WHAT IS REQUIRED |
Take each line from the entries that holds "AVENUE" and copy it out.

Stored records

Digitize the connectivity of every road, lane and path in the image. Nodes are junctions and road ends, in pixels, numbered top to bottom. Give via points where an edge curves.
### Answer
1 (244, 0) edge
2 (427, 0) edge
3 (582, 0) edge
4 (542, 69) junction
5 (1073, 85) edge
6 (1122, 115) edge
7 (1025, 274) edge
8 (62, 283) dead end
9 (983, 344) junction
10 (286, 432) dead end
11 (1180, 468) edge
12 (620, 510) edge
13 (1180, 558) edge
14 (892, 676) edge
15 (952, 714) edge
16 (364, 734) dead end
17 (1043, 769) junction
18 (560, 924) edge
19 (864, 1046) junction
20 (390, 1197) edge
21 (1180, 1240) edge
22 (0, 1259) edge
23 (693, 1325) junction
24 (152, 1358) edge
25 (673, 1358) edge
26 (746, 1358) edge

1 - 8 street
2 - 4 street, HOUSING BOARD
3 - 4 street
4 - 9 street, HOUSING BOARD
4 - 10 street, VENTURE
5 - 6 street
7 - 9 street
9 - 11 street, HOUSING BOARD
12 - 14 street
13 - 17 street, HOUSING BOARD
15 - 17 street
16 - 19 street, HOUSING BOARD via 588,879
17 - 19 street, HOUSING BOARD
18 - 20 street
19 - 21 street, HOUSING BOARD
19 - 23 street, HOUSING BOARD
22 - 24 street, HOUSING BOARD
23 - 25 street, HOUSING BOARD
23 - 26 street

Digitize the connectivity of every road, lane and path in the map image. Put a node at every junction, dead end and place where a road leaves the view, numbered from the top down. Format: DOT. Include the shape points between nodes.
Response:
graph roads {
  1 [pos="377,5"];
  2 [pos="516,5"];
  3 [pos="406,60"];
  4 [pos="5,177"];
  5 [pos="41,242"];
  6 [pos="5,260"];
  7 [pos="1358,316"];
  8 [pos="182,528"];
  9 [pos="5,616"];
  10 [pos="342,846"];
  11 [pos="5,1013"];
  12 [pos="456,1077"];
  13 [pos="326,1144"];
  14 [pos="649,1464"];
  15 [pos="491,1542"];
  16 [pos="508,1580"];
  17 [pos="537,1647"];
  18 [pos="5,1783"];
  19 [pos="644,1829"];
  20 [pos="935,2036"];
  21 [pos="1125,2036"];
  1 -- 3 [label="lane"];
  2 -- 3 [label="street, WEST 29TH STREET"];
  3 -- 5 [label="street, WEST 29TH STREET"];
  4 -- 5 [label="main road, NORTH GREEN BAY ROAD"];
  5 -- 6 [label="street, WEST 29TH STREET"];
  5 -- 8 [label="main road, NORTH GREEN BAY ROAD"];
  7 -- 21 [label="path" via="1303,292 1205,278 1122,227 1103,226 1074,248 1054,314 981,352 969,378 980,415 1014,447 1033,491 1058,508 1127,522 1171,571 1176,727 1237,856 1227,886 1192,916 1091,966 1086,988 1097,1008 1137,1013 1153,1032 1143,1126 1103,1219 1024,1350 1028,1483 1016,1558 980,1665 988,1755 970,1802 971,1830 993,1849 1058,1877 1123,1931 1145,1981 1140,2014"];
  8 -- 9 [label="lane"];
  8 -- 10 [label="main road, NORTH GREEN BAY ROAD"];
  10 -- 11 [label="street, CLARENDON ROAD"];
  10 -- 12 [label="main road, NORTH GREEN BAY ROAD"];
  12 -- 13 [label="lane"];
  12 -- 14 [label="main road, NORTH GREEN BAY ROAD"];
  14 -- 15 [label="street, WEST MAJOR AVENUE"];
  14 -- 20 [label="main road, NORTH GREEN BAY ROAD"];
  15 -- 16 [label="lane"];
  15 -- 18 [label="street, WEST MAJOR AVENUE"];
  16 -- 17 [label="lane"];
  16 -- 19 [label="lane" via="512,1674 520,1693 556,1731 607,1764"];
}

ANSWER TO THIS TASK |
  14 -- 15 [label="street, WEST MAJOR AVENUE"];
  15 -- 18 [label="street, WEST MAJOR AVENUE"];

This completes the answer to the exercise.